> **Raw data**:
════════

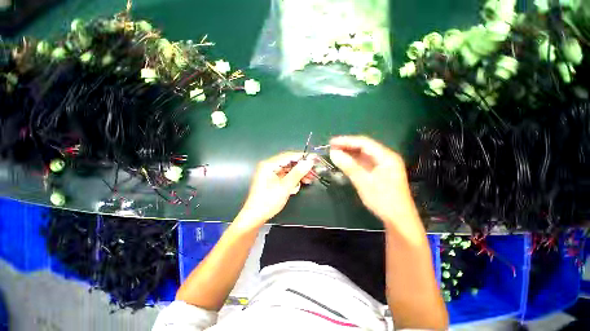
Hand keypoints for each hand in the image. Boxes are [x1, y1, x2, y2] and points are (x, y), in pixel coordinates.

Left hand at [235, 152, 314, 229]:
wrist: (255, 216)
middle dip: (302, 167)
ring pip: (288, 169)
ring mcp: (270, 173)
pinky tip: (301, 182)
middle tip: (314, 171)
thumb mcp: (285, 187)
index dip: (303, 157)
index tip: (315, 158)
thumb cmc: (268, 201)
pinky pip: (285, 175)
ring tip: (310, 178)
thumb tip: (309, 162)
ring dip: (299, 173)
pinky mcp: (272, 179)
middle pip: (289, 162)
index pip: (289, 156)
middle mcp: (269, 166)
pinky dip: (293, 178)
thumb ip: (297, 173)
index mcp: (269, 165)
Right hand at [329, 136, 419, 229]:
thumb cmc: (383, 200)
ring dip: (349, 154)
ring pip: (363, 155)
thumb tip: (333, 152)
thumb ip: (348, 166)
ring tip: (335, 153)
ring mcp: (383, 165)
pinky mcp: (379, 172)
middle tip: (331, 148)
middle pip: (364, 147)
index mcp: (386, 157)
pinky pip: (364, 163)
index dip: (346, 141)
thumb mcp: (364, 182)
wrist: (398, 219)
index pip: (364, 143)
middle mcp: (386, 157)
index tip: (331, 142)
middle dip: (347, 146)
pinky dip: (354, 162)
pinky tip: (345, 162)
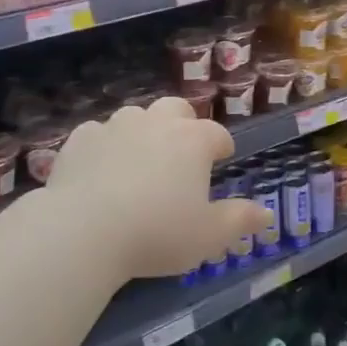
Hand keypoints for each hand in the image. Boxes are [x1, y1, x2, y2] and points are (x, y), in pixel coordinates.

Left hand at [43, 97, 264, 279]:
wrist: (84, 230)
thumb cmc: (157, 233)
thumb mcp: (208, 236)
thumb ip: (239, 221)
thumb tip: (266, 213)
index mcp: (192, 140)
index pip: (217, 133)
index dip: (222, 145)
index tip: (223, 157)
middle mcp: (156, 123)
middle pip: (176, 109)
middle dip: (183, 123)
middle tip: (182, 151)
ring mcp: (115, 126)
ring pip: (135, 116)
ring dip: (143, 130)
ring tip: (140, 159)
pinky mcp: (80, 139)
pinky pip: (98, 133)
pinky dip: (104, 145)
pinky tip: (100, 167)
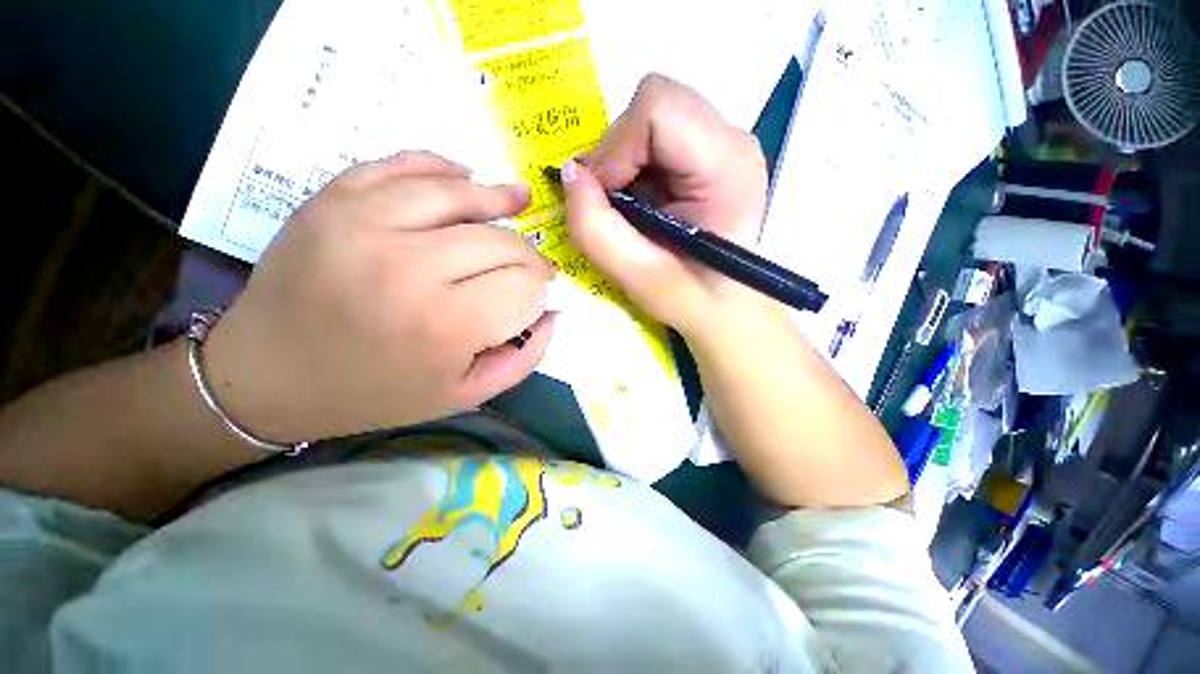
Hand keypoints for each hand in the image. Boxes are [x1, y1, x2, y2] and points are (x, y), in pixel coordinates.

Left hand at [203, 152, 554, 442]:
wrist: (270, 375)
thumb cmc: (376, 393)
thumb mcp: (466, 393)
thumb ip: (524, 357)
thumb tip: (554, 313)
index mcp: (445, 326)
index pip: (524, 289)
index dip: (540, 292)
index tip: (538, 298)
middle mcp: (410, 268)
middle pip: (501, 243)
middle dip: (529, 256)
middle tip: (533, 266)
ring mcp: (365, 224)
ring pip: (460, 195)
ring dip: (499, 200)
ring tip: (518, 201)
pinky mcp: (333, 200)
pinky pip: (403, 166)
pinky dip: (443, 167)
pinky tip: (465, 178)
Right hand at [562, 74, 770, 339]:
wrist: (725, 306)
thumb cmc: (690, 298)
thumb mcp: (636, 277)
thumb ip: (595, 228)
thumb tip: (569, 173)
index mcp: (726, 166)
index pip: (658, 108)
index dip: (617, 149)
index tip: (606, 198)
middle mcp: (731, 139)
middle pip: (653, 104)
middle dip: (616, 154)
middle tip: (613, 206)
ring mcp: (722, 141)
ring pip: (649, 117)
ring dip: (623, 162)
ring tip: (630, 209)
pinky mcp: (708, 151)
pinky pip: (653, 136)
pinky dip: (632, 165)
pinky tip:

════════

> **Assignment**: Copy every record above exactly as written, but leave out the pictures.

> **Answer area**:
Hand keypoints for each hand in the image. Boxes are [x1, y1, x2, y2] and points are (x, y), in pixel coordinates.

Left hand at [235, 152, 314, 229]:
wrist: (255, 216)
middle dip: (302, 167)
ring pip: (288, 169)
ring mcp: (270, 173)
pinky tip: (301, 182)
middle tip: (314, 171)
thumb mcp: (285, 187)
index dip: (303, 157)
index tip: (315, 158)
thumb cmc: (268, 201)
pinky pip: (285, 175)
ring tip: (310, 178)
thumb tip: (309, 162)
ring dip: (299, 173)
pinky mcp: (272, 179)
middle pip: (289, 162)
index pip: (289, 156)
middle mcp: (269, 166)
pinky dip: (293, 178)
thumb ip: (297, 173)
index mcp: (269, 165)
Right hand at [329, 136, 419, 229]:
thumb cmc: (383, 200)
ring dip: (349, 154)
ring pip: (363, 155)
thumb tip: (333, 152)
thumb ip: (348, 166)
ring tip: (335, 153)
ring mcp: (383, 165)
pinky mcp: (379, 172)
middle tip: (331, 148)
middle pip: (364, 147)
index mcp: (386, 157)
pinky pip: (364, 163)
index dip: (346, 141)
thumb mcp: (364, 182)
wrist: (398, 219)
index pip: (364, 143)
middle mcp: (386, 157)
index tip: (331, 142)
middle dip: (347, 146)
pinky dip: (354, 162)
pinky tip: (345, 162)
Hand keypoints for each hand in the image. Boxes are [x1, y1, x2, y2] and points are (x, y), in pixel coordinates.

Left hand at [43, 97, 264, 279]:
wrist: (84, 230)
thumb cmc: (157, 233)
thumb mcp: (208, 236)
thumb ip: (239, 221)
thumb tip: (266, 213)
index mcp: (192, 140)
index pip: (217, 133)
index dip: (222, 145)
index tip: (223, 157)
middle mcp: (156, 123)
middle pip: (176, 109)
middle dip: (183, 123)
middle tip: (182, 151)
ring mcp: (115, 126)
ring pip: (135, 116)
ring dip: (143, 130)
ring tip: (140, 159)
pinky mcp: (80, 139)
pinky pip: (98, 133)
pinky dip: (104, 145)
pinky tip: (100, 167)
Hand keypoints for each hand in the image. Boxes are [x1, y1, x2, y2] and points are (x, y), in pixel coordinates.

Left hand at [203, 152, 554, 442]:
wrist: (270, 375)
thumb cmc: (376, 393)
thumb mcp: (466, 393)
thumb ip: (524, 357)
thumb tip: (554, 313)
index mcp: (445, 326)
index pip: (524, 289)
index dip: (540, 292)
index tip: (538, 298)
middle mcp: (410, 268)
middle pip: (501, 243)
middle dip: (529, 256)
middle tip: (533, 266)
ring mcp: (365, 224)
ring pip: (460, 195)
ring dip: (499, 200)
ring tip: (518, 201)
pinky mcp: (333, 200)
pinky pip: (403, 166)
pinky dip: (443, 167)
pinky tip: (465, 178)
Right hand at [562, 74, 770, 339]:
wrist: (725, 306)
thumb cmc: (690, 298)
thumb mcp: (636, 277)
thumb ip: (595, 228)
thumb tip: (569, 173)
index mcp: (726, 166)
index pip: (658, 108)
index dip: (617, 149)
index tip: (606, 198)
middle mcp: (731, 139)
middle pip: (653, 104)
middle dip: (616, 154)
middle tip: (613, 206)
ring mcp: (722, 141)
ring pip: (649, 117)
ring dip: (623, 162)
ring tip: (630, 209)
pinky mcp: (708, 151)
pinky pip: (653, 136)
pinky dip: (632, 165)
pinky tip:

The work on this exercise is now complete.